## WHAT IS BEING ASKED
From the records below, return every line containing the word "Avenue".

## TASK INPUTS

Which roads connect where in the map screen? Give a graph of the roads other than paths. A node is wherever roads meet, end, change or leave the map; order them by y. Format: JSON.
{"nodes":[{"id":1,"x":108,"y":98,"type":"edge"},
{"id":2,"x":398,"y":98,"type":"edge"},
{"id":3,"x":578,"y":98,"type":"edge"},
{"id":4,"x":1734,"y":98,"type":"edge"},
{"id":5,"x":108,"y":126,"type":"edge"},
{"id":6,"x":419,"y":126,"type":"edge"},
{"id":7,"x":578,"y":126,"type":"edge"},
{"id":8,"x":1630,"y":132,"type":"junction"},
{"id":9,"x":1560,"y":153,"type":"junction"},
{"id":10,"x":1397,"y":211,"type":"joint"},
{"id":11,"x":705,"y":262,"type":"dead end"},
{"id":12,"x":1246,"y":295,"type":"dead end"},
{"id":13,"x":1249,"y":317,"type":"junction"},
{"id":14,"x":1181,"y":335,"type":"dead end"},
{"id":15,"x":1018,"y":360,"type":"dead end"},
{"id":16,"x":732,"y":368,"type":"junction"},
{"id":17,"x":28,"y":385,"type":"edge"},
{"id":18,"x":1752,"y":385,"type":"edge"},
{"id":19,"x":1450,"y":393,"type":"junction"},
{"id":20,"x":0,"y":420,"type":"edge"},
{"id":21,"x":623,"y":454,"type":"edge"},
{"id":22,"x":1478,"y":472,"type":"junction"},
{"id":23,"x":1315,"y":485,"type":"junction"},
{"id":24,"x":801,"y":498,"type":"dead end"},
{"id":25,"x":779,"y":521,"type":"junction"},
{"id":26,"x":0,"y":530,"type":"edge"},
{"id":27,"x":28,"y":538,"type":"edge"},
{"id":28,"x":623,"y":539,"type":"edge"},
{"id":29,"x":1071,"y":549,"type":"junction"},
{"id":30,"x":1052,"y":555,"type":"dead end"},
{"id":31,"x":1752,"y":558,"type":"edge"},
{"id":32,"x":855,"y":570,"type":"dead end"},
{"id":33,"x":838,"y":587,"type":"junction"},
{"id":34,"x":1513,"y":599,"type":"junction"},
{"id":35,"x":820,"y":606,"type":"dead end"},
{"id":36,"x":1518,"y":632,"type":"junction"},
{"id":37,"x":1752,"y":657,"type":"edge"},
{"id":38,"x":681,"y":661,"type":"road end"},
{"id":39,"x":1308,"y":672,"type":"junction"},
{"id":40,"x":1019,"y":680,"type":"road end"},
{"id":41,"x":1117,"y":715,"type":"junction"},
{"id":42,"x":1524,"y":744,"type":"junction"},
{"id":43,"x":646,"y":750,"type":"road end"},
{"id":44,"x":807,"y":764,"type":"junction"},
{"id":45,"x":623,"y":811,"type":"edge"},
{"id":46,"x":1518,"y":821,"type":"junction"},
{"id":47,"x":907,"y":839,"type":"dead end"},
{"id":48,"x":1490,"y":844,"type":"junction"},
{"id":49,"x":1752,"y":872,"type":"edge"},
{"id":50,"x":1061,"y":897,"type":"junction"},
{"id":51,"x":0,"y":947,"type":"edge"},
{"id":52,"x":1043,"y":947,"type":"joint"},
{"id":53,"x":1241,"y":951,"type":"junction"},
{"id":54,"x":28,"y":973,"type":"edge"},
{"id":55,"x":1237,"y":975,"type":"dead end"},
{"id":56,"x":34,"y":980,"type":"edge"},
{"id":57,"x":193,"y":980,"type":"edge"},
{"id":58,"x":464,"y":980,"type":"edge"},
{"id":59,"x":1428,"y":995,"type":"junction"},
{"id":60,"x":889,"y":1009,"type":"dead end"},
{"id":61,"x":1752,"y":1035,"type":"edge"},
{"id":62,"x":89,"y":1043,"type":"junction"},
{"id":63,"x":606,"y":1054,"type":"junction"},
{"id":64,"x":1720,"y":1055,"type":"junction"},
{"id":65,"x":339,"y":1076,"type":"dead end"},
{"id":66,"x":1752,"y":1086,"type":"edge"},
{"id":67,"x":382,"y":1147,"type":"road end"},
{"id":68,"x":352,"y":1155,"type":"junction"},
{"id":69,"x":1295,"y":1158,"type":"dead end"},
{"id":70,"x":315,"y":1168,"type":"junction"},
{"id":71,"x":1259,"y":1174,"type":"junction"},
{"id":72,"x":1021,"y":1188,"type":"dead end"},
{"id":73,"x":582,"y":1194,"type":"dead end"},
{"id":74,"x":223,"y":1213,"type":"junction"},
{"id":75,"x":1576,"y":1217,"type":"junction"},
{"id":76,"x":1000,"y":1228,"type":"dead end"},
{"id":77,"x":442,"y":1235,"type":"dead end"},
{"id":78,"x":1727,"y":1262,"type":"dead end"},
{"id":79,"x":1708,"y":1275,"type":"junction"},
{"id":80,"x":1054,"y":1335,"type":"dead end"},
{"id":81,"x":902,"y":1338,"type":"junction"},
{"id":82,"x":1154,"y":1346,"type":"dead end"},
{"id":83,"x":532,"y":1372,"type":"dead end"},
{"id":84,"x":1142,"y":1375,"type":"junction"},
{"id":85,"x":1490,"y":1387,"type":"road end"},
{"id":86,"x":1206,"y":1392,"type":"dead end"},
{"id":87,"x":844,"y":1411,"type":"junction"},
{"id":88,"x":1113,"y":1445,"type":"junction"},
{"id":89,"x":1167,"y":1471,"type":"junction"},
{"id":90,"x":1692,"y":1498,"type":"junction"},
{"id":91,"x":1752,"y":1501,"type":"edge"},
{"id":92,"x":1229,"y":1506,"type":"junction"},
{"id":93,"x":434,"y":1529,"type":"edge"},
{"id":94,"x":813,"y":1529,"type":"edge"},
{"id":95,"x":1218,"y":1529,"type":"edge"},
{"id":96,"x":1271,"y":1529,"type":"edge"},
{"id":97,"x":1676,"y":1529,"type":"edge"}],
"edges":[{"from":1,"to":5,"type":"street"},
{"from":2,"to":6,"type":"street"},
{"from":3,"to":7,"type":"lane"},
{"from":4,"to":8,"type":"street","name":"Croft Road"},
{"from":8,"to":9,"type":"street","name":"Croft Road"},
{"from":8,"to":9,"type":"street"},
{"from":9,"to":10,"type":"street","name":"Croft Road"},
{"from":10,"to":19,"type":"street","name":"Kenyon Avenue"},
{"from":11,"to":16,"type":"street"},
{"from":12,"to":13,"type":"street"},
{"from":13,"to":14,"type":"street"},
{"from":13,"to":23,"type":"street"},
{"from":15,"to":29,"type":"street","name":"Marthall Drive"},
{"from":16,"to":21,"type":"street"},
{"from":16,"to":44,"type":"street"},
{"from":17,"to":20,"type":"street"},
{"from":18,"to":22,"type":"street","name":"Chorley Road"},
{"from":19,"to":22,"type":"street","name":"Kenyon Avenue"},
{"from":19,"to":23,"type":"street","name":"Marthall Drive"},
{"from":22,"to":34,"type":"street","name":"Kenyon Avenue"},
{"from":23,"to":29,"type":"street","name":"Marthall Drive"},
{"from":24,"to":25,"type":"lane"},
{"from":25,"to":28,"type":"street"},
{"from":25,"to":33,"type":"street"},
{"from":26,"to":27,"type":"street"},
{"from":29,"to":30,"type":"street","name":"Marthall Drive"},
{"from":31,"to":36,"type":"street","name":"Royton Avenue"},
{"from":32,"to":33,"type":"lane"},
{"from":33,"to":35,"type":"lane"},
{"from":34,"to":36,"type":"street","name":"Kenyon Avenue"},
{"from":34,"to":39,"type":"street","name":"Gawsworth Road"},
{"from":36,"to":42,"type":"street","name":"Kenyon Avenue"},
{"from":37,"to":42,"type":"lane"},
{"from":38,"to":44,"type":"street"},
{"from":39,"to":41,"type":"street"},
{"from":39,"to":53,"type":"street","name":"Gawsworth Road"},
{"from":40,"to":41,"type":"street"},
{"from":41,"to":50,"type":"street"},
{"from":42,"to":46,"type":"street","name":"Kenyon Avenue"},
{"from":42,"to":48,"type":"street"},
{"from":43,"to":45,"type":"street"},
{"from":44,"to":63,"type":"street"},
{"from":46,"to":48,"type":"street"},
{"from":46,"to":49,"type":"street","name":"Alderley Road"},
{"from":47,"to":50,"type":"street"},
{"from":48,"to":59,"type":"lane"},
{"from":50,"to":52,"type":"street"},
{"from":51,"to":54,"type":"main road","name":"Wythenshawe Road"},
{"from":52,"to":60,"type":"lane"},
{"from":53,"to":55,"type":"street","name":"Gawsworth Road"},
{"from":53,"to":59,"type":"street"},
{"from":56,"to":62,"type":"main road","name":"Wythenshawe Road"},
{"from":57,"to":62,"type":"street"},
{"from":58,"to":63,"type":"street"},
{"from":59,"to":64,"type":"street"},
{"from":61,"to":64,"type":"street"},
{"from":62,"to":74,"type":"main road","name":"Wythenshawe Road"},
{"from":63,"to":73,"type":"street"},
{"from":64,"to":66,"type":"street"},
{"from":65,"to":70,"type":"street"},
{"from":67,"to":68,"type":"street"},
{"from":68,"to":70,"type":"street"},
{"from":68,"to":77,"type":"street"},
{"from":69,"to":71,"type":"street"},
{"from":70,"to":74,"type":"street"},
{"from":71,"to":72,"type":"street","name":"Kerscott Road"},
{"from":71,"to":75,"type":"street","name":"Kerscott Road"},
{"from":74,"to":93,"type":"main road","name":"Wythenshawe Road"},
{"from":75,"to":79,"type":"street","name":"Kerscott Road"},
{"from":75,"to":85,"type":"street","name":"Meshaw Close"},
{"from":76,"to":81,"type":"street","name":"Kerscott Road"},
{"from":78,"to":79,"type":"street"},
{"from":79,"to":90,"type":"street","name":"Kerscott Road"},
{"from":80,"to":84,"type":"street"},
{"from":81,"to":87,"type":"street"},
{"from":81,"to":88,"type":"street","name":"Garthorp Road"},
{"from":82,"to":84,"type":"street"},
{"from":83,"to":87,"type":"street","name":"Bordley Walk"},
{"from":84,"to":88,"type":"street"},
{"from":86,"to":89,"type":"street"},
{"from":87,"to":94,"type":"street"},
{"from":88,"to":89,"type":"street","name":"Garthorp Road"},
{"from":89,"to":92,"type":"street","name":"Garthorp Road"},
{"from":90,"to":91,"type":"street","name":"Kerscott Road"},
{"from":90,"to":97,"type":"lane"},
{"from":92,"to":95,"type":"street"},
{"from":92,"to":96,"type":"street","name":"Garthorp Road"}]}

## SOLUTION TO THIS TASK
{"from":10,"to":19,"type":"street","name":"Kenyon Avenue"},
{"from":19,"to":22,"type":"street","name":"Kenyon Avenue"},
{"from":22,"to":34,"type":"street","name":"Kenyon Avenue"},
{"from":31,"to":36,"type":"street","name":"Royton Avenue"},
{"from":34,"to":36,"type":"street","name":"Kenyon Avenue"},
{"from":36,"to":42,"type":"street","name":"Kenyon Avenue"},
{"from":42,"to":46,"type":"street","name":"Kenyon Avenue"},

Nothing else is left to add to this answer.